:: Data provided ::
════

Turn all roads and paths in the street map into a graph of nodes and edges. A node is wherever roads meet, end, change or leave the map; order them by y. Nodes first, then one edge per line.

════

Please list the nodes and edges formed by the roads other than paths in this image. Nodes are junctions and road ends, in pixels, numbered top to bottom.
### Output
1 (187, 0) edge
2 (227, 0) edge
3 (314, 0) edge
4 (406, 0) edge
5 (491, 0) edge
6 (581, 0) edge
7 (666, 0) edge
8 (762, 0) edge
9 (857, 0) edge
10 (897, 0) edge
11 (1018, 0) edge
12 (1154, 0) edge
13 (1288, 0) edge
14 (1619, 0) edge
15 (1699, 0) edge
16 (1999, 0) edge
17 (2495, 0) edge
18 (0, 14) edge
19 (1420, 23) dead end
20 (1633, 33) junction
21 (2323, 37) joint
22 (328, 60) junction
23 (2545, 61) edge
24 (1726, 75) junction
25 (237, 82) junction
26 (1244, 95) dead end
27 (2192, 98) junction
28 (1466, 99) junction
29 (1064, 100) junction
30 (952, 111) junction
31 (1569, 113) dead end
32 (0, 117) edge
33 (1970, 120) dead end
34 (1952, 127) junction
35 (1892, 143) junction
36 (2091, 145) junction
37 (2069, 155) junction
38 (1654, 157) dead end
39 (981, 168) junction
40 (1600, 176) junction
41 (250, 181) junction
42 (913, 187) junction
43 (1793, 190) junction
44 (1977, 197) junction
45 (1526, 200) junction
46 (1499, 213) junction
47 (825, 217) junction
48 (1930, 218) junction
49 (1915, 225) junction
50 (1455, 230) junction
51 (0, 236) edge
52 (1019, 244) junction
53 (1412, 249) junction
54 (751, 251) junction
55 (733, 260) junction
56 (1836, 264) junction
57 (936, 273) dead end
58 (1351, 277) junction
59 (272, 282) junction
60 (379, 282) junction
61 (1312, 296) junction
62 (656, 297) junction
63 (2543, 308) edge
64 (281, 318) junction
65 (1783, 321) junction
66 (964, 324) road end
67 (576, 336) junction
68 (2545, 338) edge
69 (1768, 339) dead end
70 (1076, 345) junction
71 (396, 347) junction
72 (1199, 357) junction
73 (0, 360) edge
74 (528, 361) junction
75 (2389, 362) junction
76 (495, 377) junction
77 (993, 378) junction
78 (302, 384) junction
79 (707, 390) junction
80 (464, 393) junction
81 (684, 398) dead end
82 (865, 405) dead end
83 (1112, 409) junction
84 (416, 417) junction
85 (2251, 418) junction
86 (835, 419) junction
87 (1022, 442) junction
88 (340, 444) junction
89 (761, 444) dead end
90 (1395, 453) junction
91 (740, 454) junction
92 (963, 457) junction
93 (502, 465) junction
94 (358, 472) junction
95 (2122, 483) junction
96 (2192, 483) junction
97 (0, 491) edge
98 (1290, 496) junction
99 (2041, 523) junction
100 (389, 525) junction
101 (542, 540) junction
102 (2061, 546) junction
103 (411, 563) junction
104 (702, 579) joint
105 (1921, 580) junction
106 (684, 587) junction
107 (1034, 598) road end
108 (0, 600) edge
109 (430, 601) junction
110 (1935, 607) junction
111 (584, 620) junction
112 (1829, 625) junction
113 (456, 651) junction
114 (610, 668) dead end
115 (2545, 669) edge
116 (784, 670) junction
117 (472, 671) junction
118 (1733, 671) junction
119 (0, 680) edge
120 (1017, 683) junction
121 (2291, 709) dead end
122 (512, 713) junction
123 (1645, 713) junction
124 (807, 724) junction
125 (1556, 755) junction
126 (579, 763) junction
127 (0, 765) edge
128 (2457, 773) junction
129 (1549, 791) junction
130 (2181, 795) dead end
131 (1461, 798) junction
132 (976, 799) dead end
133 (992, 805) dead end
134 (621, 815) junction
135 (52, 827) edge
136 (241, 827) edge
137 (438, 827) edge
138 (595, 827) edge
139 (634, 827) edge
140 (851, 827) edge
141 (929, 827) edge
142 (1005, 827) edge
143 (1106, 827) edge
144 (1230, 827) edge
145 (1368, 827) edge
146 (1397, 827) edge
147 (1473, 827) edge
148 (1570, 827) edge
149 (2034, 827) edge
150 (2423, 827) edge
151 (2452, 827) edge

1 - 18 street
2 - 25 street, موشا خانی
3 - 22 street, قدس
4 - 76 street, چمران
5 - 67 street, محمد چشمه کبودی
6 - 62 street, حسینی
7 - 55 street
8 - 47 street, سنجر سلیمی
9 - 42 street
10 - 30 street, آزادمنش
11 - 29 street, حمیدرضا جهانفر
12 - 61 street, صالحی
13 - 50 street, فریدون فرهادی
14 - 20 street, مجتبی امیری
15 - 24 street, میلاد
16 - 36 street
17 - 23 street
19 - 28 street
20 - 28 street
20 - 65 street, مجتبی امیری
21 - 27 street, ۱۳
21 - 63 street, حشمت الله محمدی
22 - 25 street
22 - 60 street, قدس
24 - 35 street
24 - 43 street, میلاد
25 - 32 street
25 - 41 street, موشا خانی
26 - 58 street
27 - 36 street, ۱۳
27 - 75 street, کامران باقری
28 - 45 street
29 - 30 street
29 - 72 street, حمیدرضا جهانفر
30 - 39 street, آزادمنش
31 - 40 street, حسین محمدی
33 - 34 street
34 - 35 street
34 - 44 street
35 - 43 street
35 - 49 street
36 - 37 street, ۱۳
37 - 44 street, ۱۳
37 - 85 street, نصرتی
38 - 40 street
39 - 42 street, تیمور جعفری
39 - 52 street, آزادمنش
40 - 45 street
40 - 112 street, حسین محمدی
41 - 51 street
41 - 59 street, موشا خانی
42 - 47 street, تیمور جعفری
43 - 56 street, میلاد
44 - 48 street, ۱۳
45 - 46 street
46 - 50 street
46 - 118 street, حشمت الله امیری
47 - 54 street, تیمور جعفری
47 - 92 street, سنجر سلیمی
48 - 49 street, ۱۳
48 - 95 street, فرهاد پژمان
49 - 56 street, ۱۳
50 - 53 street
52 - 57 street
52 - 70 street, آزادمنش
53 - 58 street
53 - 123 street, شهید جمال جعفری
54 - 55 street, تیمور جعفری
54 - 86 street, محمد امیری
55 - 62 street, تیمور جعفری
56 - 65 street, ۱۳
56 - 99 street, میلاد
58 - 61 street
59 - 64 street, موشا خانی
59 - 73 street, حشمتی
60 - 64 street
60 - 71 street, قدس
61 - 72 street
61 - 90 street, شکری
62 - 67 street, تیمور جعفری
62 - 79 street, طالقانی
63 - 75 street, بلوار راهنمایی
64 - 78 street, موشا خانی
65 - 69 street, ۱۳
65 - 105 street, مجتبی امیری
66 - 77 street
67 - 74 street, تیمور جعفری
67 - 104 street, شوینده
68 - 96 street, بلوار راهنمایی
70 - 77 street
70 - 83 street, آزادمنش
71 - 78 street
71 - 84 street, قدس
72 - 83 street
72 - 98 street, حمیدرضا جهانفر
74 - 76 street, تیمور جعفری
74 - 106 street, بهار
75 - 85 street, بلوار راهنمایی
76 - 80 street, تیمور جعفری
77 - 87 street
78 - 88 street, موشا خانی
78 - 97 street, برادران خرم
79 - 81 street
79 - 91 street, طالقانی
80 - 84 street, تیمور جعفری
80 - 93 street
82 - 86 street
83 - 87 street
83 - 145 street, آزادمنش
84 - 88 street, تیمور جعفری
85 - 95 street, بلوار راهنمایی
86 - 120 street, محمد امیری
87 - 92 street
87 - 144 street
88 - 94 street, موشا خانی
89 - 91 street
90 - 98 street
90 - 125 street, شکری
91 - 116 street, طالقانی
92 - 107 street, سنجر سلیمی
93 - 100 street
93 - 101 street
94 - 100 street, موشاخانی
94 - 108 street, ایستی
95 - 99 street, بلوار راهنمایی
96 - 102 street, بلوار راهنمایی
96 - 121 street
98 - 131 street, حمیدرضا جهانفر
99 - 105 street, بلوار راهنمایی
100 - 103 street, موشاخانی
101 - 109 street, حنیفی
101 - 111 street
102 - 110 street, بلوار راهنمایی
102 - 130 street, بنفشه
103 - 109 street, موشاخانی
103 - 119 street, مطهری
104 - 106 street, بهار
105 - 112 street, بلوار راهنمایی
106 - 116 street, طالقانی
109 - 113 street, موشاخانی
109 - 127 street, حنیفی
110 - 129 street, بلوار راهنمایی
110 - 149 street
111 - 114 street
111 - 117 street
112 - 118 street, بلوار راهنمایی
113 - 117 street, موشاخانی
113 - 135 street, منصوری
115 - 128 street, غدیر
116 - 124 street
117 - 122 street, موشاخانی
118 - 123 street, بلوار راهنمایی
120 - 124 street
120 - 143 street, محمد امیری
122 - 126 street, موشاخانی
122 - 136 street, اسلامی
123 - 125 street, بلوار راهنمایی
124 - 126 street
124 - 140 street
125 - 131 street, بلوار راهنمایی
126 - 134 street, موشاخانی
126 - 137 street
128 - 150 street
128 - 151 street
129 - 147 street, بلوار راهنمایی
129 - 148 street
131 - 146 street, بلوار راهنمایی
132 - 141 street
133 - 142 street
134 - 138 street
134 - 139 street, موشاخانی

════

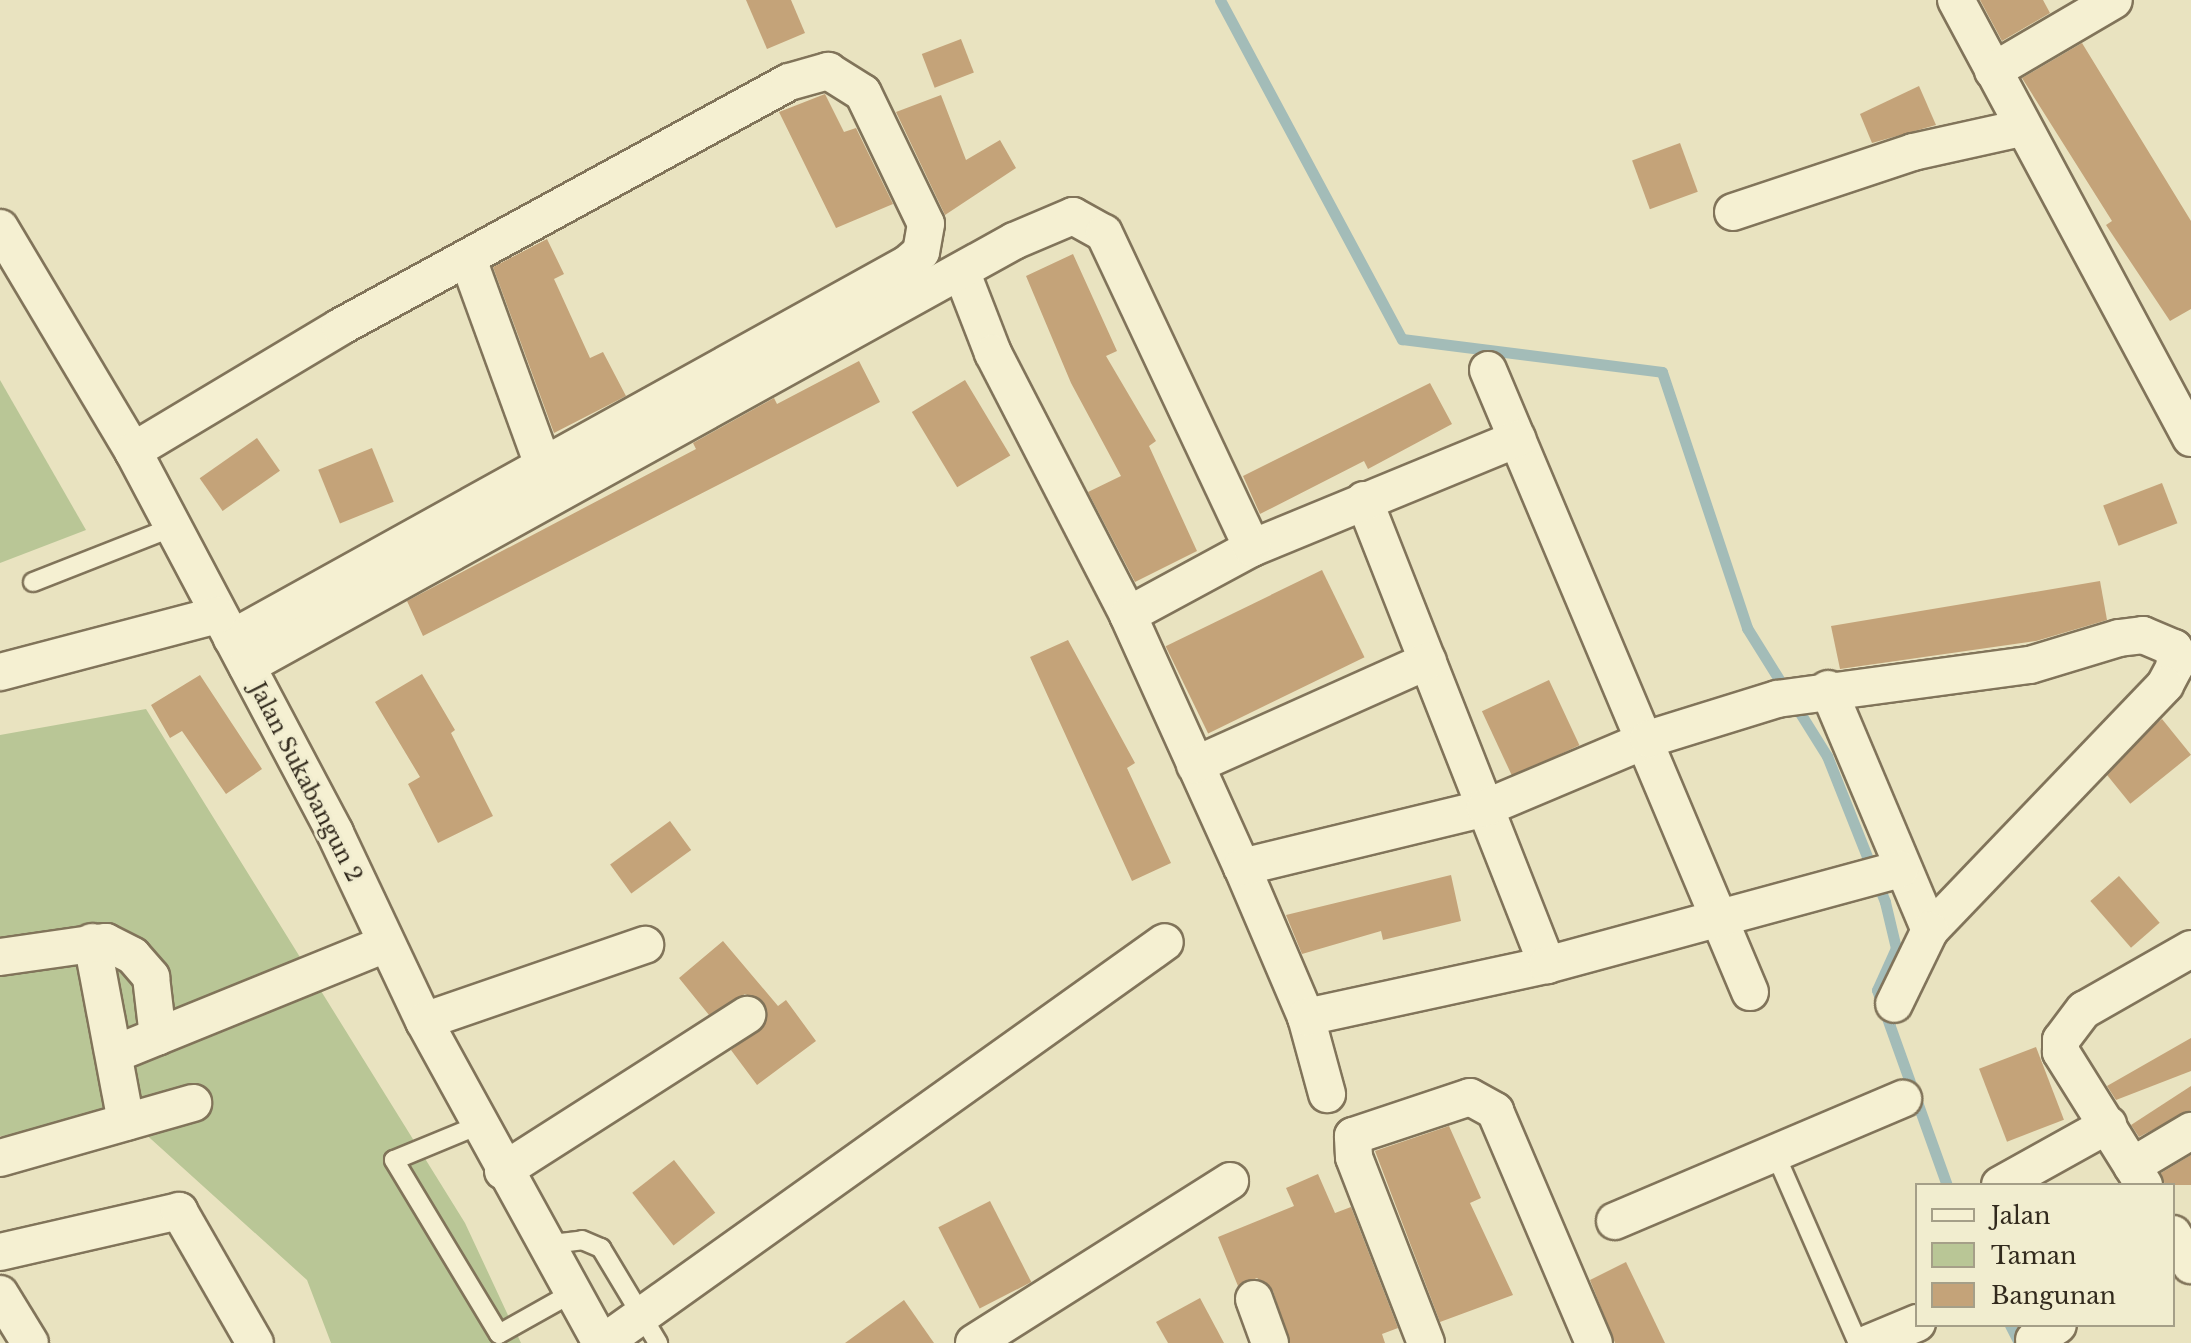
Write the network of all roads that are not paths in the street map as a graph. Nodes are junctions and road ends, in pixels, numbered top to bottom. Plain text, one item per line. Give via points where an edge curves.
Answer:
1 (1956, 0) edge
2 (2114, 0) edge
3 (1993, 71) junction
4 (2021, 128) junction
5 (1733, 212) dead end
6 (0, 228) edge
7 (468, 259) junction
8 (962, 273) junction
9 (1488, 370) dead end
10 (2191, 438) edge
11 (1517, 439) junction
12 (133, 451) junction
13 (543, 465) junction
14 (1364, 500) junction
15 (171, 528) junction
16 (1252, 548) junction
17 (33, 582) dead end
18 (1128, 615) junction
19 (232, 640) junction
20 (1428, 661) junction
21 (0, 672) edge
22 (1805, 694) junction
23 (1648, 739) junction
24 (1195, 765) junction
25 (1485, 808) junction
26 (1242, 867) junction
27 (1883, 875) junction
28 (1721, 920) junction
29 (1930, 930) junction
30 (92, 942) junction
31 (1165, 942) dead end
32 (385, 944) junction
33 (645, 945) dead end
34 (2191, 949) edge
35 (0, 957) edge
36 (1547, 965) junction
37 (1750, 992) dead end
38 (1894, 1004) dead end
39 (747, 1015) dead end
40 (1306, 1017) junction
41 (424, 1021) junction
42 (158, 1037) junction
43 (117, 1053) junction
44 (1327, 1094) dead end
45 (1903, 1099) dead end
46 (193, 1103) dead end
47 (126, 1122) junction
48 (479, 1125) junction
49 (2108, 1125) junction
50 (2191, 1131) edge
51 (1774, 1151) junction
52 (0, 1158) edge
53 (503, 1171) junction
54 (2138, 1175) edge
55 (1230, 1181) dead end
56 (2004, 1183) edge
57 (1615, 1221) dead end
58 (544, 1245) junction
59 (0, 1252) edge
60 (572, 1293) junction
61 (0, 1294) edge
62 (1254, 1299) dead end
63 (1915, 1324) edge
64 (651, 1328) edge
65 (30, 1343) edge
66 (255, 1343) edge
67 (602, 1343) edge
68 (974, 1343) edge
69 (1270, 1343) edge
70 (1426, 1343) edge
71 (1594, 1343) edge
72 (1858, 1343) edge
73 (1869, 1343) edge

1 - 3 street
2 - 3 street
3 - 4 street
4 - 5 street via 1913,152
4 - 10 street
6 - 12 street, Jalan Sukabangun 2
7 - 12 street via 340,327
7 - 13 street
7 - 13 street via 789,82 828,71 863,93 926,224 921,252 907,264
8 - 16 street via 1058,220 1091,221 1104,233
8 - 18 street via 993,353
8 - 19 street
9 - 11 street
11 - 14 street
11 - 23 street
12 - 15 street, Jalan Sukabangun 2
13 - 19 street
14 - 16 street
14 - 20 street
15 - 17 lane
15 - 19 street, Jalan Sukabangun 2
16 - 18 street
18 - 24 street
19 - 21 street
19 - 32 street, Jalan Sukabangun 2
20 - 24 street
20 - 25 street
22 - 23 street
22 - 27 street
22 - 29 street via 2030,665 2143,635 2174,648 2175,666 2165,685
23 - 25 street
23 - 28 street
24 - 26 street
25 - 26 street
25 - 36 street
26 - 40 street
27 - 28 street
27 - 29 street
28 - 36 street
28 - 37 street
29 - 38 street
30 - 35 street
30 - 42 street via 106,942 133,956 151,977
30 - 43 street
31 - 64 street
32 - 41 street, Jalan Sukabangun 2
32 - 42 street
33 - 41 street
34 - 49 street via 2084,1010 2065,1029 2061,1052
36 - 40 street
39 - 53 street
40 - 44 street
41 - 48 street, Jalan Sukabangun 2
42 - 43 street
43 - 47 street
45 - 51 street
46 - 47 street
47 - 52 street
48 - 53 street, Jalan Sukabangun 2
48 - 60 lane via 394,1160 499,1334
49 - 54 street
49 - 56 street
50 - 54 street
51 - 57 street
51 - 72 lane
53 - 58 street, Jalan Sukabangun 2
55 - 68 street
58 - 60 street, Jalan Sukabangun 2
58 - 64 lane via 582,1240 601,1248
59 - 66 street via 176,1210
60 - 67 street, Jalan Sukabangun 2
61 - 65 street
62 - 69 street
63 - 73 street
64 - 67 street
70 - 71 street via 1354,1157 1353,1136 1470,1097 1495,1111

════

:: Aim of the task ::
Scan the listing and copy every line where the string "graph" shows up.

:: Response area ::
Turn all roads and paths in the street map into a graph of nodes and edges. A node is wherever roads meet, end, change or leave the map; order them by y. Nodes first, then one edge per line.
Write the network of all roads that are not paths in the street map as a graph. Nodes are junctions and road ends, in pixels, numbered top to bottom. Plain text, one item per line. Give via points where an edge curves.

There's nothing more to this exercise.